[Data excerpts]
——————

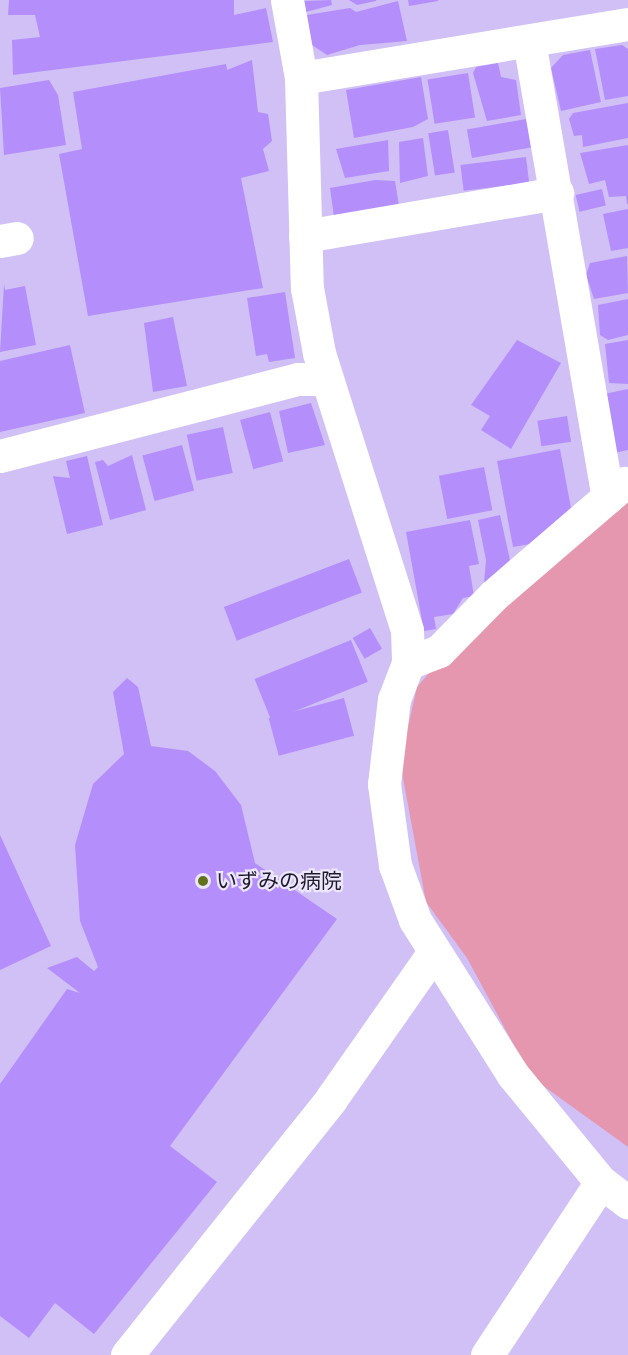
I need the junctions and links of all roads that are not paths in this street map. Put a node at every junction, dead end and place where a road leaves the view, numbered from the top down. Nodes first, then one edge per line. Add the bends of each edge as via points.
1 (287, 0) edge
2 (628, 24) edge
3 (529, 41) junction
4 (301, 78) junction
5 (557, 193) junction
6 (305, 236) junction
7 (324, 380) junction
8 (0, 456) edge
9 (618, 488) edge
10 (408, 663) junction
11 (434, 952) junction
12 (601, 1182) junction
13 (628, 1202) edge
14 (127, 1355) edge
15 (487, 1355) edge

1 - 4 street
2 - 3 street
3 - 4 street
3 - 5 street
4 - 6 street
5 - 6 street
5 - 9 street
6 - 7 street via 307,288
7 - 8 street via 298,379
7 - 10 street via 407,630
9 - 10 street via 494,595 438,651
10 - 11 street via 394,699 388,741 387,824 405,898
11 - 12 street via 513,1075
11 - 14 street via 331,1099
12 - 13 street
12 - 15 street

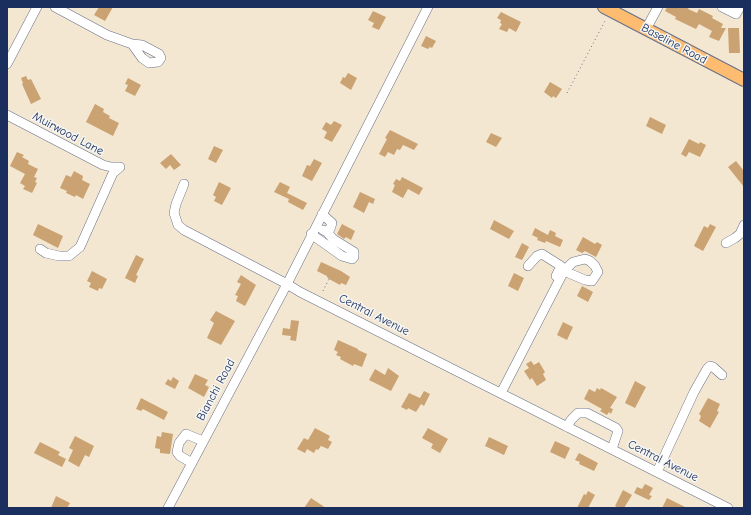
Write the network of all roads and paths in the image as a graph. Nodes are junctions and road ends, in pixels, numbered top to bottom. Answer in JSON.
{"nodes":[{"id":1,"x":37,"y":7,"type":"edge"},
{"id":2,"x":55,"y":7,"type":"edge"},
{"id":3,"x":428,"y":7,"type":"edge"},
{"id":4,"x":658,"y":7,"type":"edge"},
{"id":5,"x":722,"y":7,"type":"edge"},
{"id":6,"x":740,"y":7,"type":"edge"},
{"id":7,"x":607,"y":9,"type":"edge"},
{"id":8,"x":646,"y":29,"type":"junction"},
{"id":9,"x":132,"y":44,"type":"dead end"},
{"id":10,"x":7,"y":64,"type":"edge"},
{"id":11,"x":744,"y":80,"type":"edge"},
{"id":12,"x":567,"y":93,"type":"dead end"},
{"id":13,"x":7,"y":115,"type":"edge"},
{"id":14,"x":184,"y":184,"type":"dead end"},
{"id":15,"x":322,"y":214,"type":"junction"},
{"id":16,"x":744,"y":225,"type":"edge"},
{"id":17,"x":313,"y":230,"type":"junction"},
{"id":18,"x":327,"y":232,"type":"junction"},
{"id":19,"x":726,"y":243,"type":"dead end"},
{"id":20,"x":40,"y":249,"type":"dead end"},
{"id":21,"x":528,"y":266,"type":"dead end"},
{"id":22,"x":564,"y":271,"type":"dead end"},
{"id":23,"x":329,"y":278,"type":"dead end"},
{"id":24,"x":286,"y":284,"type":"junction"},
{"id":25,"x":323,"y":291,"type":"dead end"},
{"id":26,"x":722,"y":375,"type":"dead end"},
{"id":27,"x":499,"y":392,"type":"junction"},
{"id":28,"x":567,"y":426,"type":"junction"},
{"id":29,"x":203,"y":441,"type":"junction"},
{"id":30,"x":612,"y":449,"type":"junction"},
{"id":31,"x":192,"y":463,"type":"junction"},
{"id":32,"x":658,"y":472,"type":"junction"},
{"id":33,"x":168,"y":508,"type":"edge"},
{"id":34,"x":728,"y":508,"type":"edge"}],
"edges":[{"from":1,"to":10,"type":"street"},
{"from":2,"to":9,"type":"street"},
{"from":3,"to":15,"type":"street"},
{"from":4,"to":8,"type":"street"},
{"from":5,"to":6,"type":"street"},
{"from":7,"to":8,"type":"main road","name":"Baseline Road"},
{"from":7,"to":12,"type":"path"},
{"from":8,"to":11,"type":"main road","name":"Baseline Road"},
{"from":13,"to":20,"type":"street","name":"Muirwood Lane"},
{"from":14,"to":24,"type":"street","name":"Central Avenue"},
{"from":15,"to":17,"type":"street"},
{"from":15,"to":18,"type":"street"},
{"from":16,"to":19,"type":"street"},
{"from":17,"to":18,"type":"street"},
{"from":17,"to":18,"type":"street"},
{"from":17,"to":24,"type":"street"},
{"from":21,"to":27,"type":"street"},
{"from":22,"to":27,"type":"street"},
{"from":23,"to":25,"type":"path"},
{"from":24,"to":27,"type":"street","name":"Central Avenue"},
{"from":24,"to":29,"type":"street","name":"Bianchi Road"},
{"from":26,"to":32,"type":"street"},
{"from":27,"to":28,"type":"street","name":"Central Avenue"},
{"from":28,"to":30,"type":"street","name":"Central Avenue"},
{"from":28,"to":30,"type":"street"},
{"from":29,"to":31,"type":"street","name":"Bianchi Road"},
{"from":29,"to":31,"type":"street"},
{"from":30,"to":32,"type":"street","name":"Central Avenue"},
{"from":31,"to":33,"type":"street","name":"Bianchi Road"},
{"from":32,"to":34,"type":"street","name":"Central Avenue"}]}
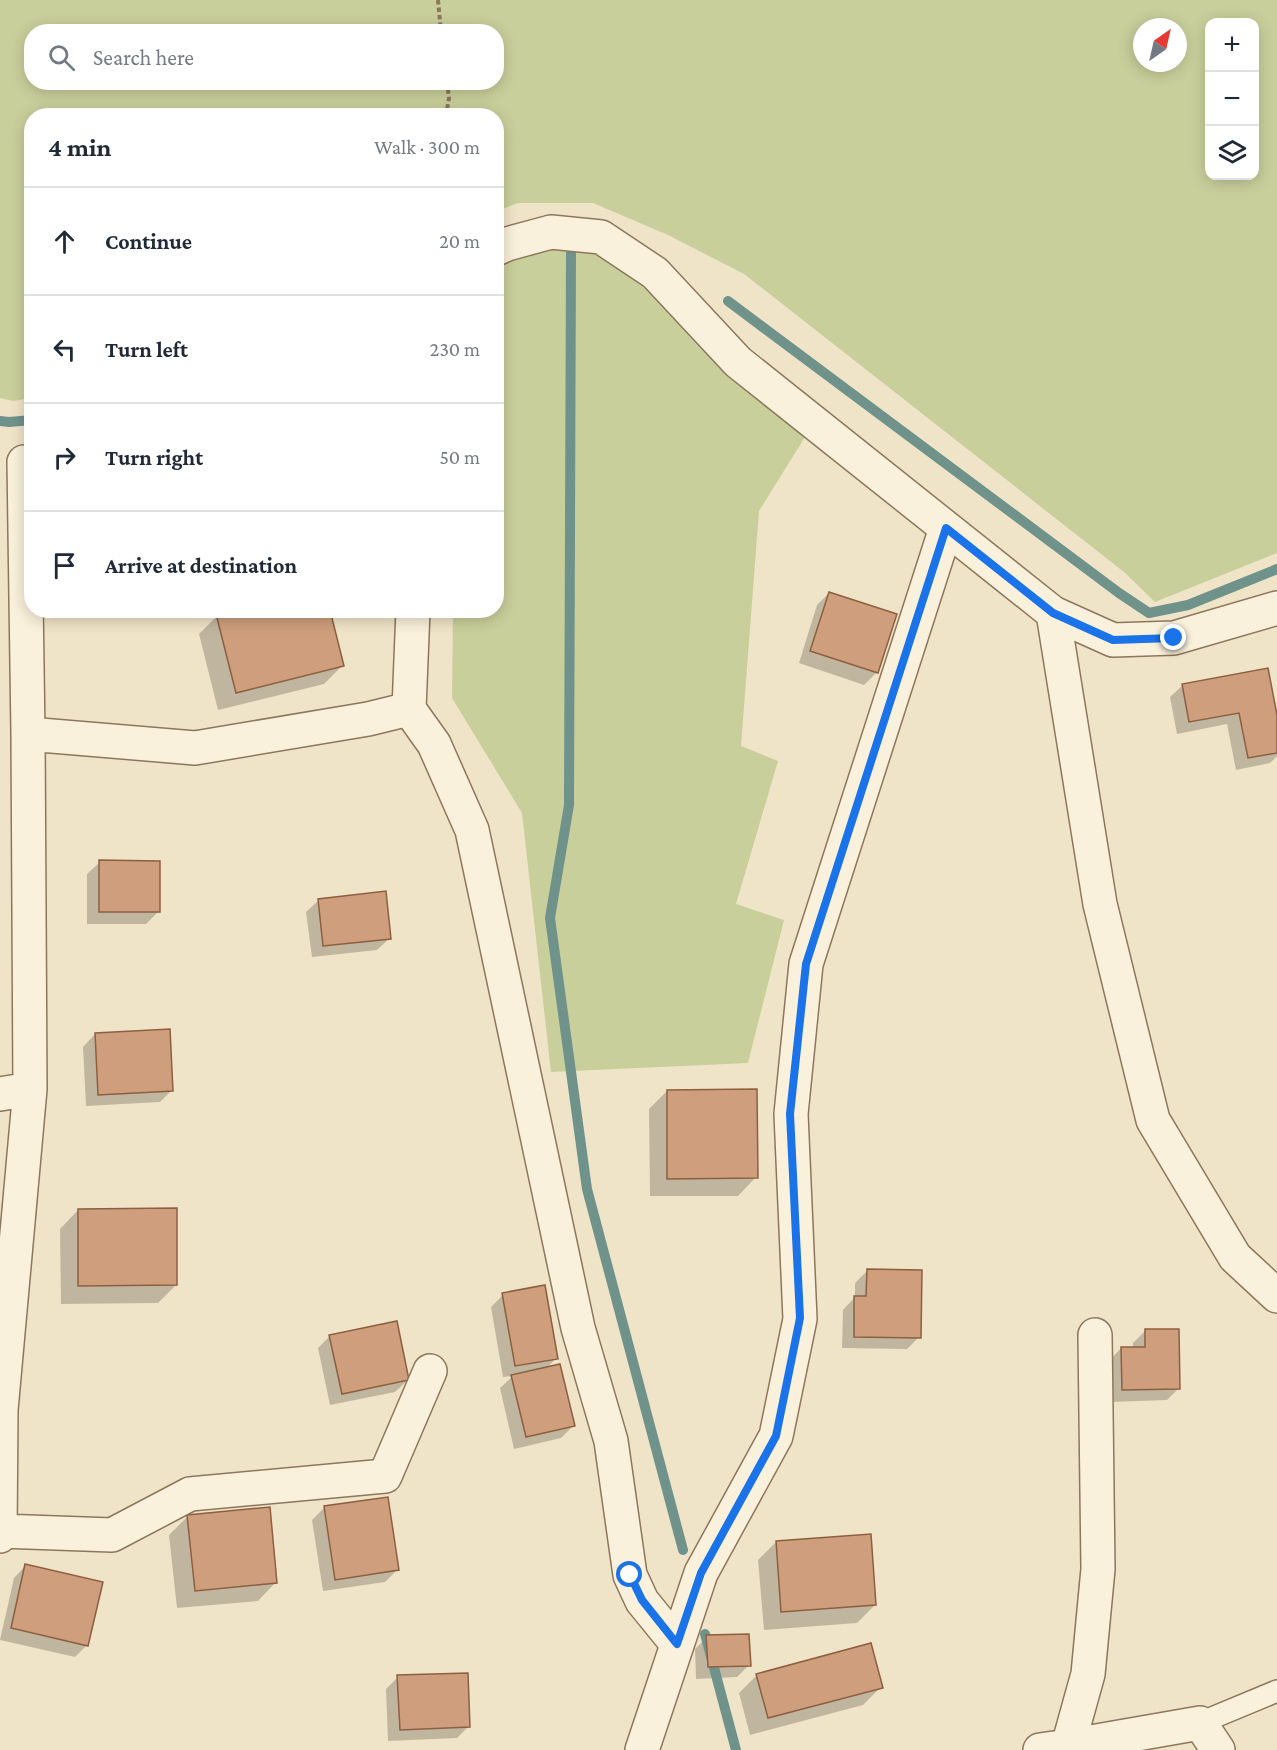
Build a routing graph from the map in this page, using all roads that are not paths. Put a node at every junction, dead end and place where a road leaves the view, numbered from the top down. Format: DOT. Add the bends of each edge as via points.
graph roads {
  1 [pos="504,245"];
  2 [pos="18,460"];
  3 [pos="946,528"];
  4 [pos="1277,608"];
  5 [pos="1053,613"];
  6 [pos="413,618"];
  7 [pos="409,709"];
  8 [pos="28,734"];
  9 [pos="15,1092"];
  10 [pos="1277,1296"];
  11 [pos="1095,1335"];
  12 [pos="430,1371"];
  13 [pos="0,1533"];
  14 [pos="677,1644"];
  15 [pos="1277,1691"];
  16 [pos="1200,1723"];
  17 [pos="1054,1748"];
  18 [pos="642,1750"];
  19 [pos="1218,1750"];
  1 -- 3 [label="street" via="551,232 601,237 655,273 738,362"];
  2 -- 8 [label="street"];
  3 -- 5 [label="street"];
  3 -- 14 [label="street" via="806,964 790,1114 800,1318 776,1436 701,1573"];
  4 -- 5 [label="street" via="1174,638 1113,640"];
  5 -- 10 [label="street" via="1100,904 1153,1120 1235,1257"];
  6 -- 7 [label="street"];
  7 -- 8 [label="street" via="195,748"];
  7 -- 14 [label="street" via="434,744 472,830 578,1328 611,1441 630,1575 642,1600"];
  8 -- 9 [label="street"];
  9 -- 13 [label="street" via="1,1410"];
  11 -- 17 [label="street" via="1098,1569 1088,1674"];
  12 -- 13 [label="street" via="385,1476 190,1494 111,1535"];
  14 -- 18 [label="street"];
  15 -- 16 [label="lane"];
  16 -- 17 [label="street"];
  16 -- 19 [label="street"];
}
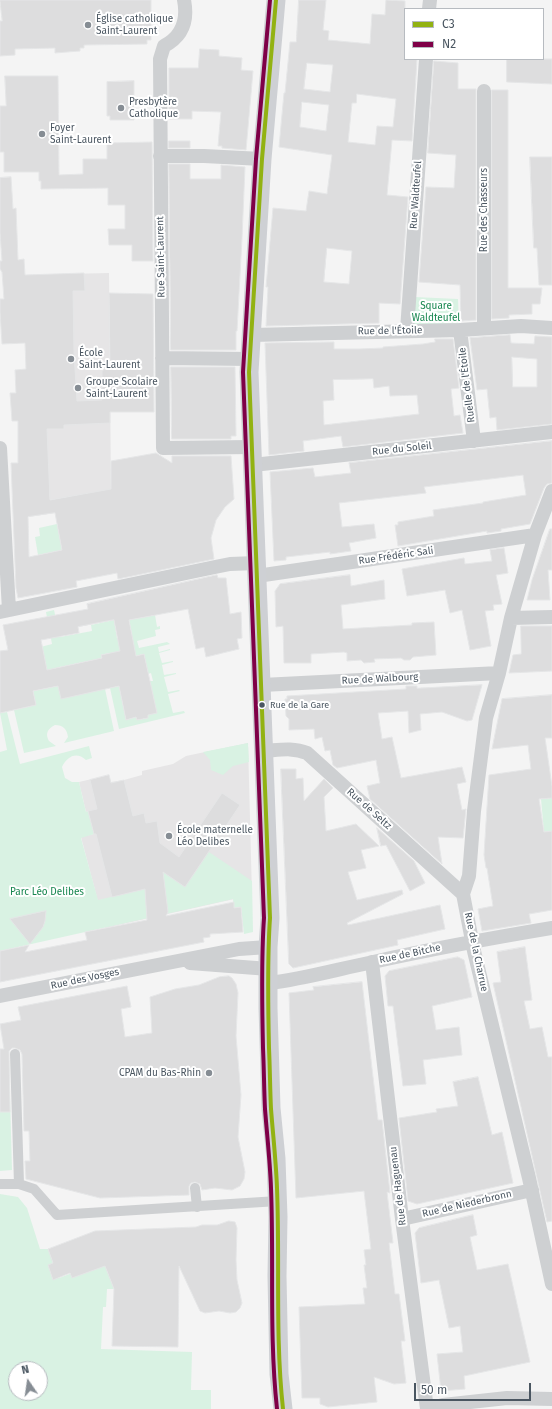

——————

### DESCRIPTION OF THE TASK
Return every entry exactly, dropping the pictures.

### TASK RESPONSE
I need the junctions and links of all roads that are not paths in this street map. Put a node at every junction, dead end and place where a road leaves the view, numbered from the top down. Nodes first, then one edge per line. Add the bends of each edge as via points.
1 (287, 0) edge
2 (628, 24) edge
3 (529, 41) junction
4 (301, 78) junction
5 (557, 193) junction
6 (305, 236) junction
7 (324, 380) junction
8 (0, 456) edge
9 (618, 488) edge
10 (408, 663) junction
11 (434, 952) junction
12 (601, 1182) junction
13 (628, 1202) edge
14 (127, 1355) edge
15 (487, 1355) edge

1 - 4 street
2 - 3 street
3 - 4 street
3 - 5 street
4 - 6 street
5 - 6 street
5 - 9 street
6 - 7 street via 307,288
7 - 8 street via 298,379
7 - 10 street via 407,630
9 - 10 street via 494,595 438,651
10 - 11 street via 394,699 388,741 387,824 405,898
11 - 12 street via 513,1075
11 - 14 street via 331,1099
12 - 13 street
12 - 15 street

Write the network of all roads and paths in the image as a graph. Nodes are junctions and road ends, in pixels, numbered top to bottom. Answer in JSON.
{"nodes":[{"id":1,"x":37,"y":7,"type":"edge"},
{"id":2,"x":55,"y":7,"type":"edge"},
{"id":3,"x":428,"y":7,"type":"edge"},
{"id":4,"x":658,"y":7,"type":"edge"},
{"id":5,"x":722,"y":7,"type":"edge"},
{"id":6,"x":740,"y":7,"type":"edge"},
{"id":7,"x":607,"y":9,"type":"edge"},
{"id":8,"x":646,"y":29,"type":"junction"},
{"id":9,"x":132,"y":44,"type":"dead end"},
{"id":10,"x":7,"y":64,"type":"edge"},
{"id":11,"x":744,"y":80,"type":"edge"},
{"id":12,"x":567,"y":93,"type":"dead end"},
{"id":13,"x":7,"y":115,"type":"edge"},
{"id":14,"x":184,"y":184,"type":"dead end"},
{"id":15,"x":322,"y":214,"type":"junction"},
{"id":16,"x":744,"y":225,"type":"edge"},
{"id":17,"x":313,"y":230,"type":"junction"},
{"id":18,"x":327,"y":232,"type":"junction"},
{"id":19,"x":726,"y":243,"type":"dead end"},
{"id":20,"x":40,"y":249,"type":"dead end"},
{"id":21,"x":528,"y":266,"type":"dead end"},
{"id":22,"x":564,"y":271,"type":"dead end"},
{"id":23,"x":329,"y":278,"type":"dead end"},
{"id":24,"x":286,"y":284,"type":"junction"},
{"id":25,"x":323,"y":291,"type":"dead end"},
{"id":26,"x":722,"y":375,"type":"dead end"},
{"id":27,"x":499,"y":392,"type":"junction"},
{"id":28,"x":567,"y":426,"type":"junction"},
{"id":29,"x":203,"y":441,"type":"junction"},
{"id":30,"x":612,"y":449,"type":"junction"},
{"id":31,"x":192,"y":463,"type":"junction"},
{"id":32,"x":658,"y":472,"type":"junction"},
{"id":33,"x":168,"y":508,"type":"edge"},
{"id":34,"x":728,"y":508,"type":"edge"}],
"edges":[{"from":1,"to":10,"type":"street"},
{"from":2,"to":9,"type":"street"},
{"from":3,"to":15,"type":"street"},
{"from":4,"to":8,"type":"street"},
{"from":5,"to":6,"type":"street"},
{"from":7,"to":8,"type":"main road","name":"Baseline Road"},
{"from":7,"to":12,"type":"path"},
{"from":8,"to":11,"type":"main road","name":"Baseline Road"},
{"from":13,"to":20,"type":"street","name":"Muirwood Lane"},
{"from":14,"to":24,"type":"street","name":"Central Avenue"},
{"from":15,"to":17,"type":"street"},
{"from":15,"to":18,"type":"street"},
{"from":16,"to":19,"type":"street"},
{"from":17,"to":18,"type":"street"},
{"from":17,"to":18,"type":"street"},
{"from":17,"to":24,"type":"street"},
{"from":21,"to":27,"type":"street"},
{"from":22,"to":27,"type":"street"},
{"from":23,"to":25,"type":"path"},
{"from":24,"to":27,"type":"street","name":"Central Avenue"},
{"from":24,"to":29,"type":"street","name":"Bianchi Road"},
{"from":26,"to":32,"type":"street"},
{"from":27,"to":28,"type":"street","name":"Central Avenue"},
{"from":28,"to":30,"type":"street","name":"Central Avenue"},
{"from":28,"to":30,"type":"street"},
{"from":29,"to":31,"type":"street","name":"Bianchi Road"},
{"from":29,"to":31,"type":"street"},
{"from":30,"to":32,"type":"street","name":"Central Avenue"},
{"from":31,"to":33,"type":"street","name":"Bianchi Road"},
{"from":32,"to":34,"type":"street","name":"Central Avenue"}]}
Build a routing graph from the map in this page, using all roads that are not paths. Put a node at every junction, dead end and place where a road leaves the view, numbered from the top down. Format: DOT. Add the bends of each edge as via points.
graph roads {
  1 [pos="504,245"];
  2 [pos="18,460"];
  3 [pos="946,528"];
  4 [pos="1277,608"];
  5 [pos="1053,613"];
  6 [pos="413,618"];
  7 [pos="409,709"];
  8 [pos="28,734"];
  9 [pos="15,1092"];
  10 [pos="1277,1296"];
  11 [pos="1095,1335"];
  12 [pos="430,1371"];
  13 [pos="0,1533"];
  14 [pos="677,1644"];
  15 [pos="1277,1691"];
  16 [pos="1200,1723"];
  17 [pos="1054,1748"];
  18 [pos="642,1750"];
  19 [pos="1218,1750"];
  1 -- 3 [label="street" via="551,232 601,237 655,273 738,362"];
  2 -- 8 [label="street"];
  3 -- 5 [label="street"];
  3 -- 14 [label="street" via="806,964 790,1114 800,1318 776,1436 701,1573"];
  4 -- 5 [label="street" via="1174,638 1113,640"];
  5 -- 10 [label="street" via="1100,904 1153,1120 1235,1257"];
  6 -- 7 [label="street"];
  7 -- 8 [label="street" via="195,748"];
  7 -- 14 [label="street" via="434,744 472,830 578,1328 611,1441 630,1575 642,1600"];
  8 -- 9 [label="street"];
  9 -- 13 [label="street" via="1,1410"];
  11 -- 17 [label="street" via="1098,1569 1088,1674"];
  12 -- 13 [label="street" via="385,1476 190,1494 111,1535"];
  14 -- 18 [label="street"];
  15 -- 16 [label="lane"];
  16 -- 17 [label="street"];
  16 -- 19 [label="street"];
}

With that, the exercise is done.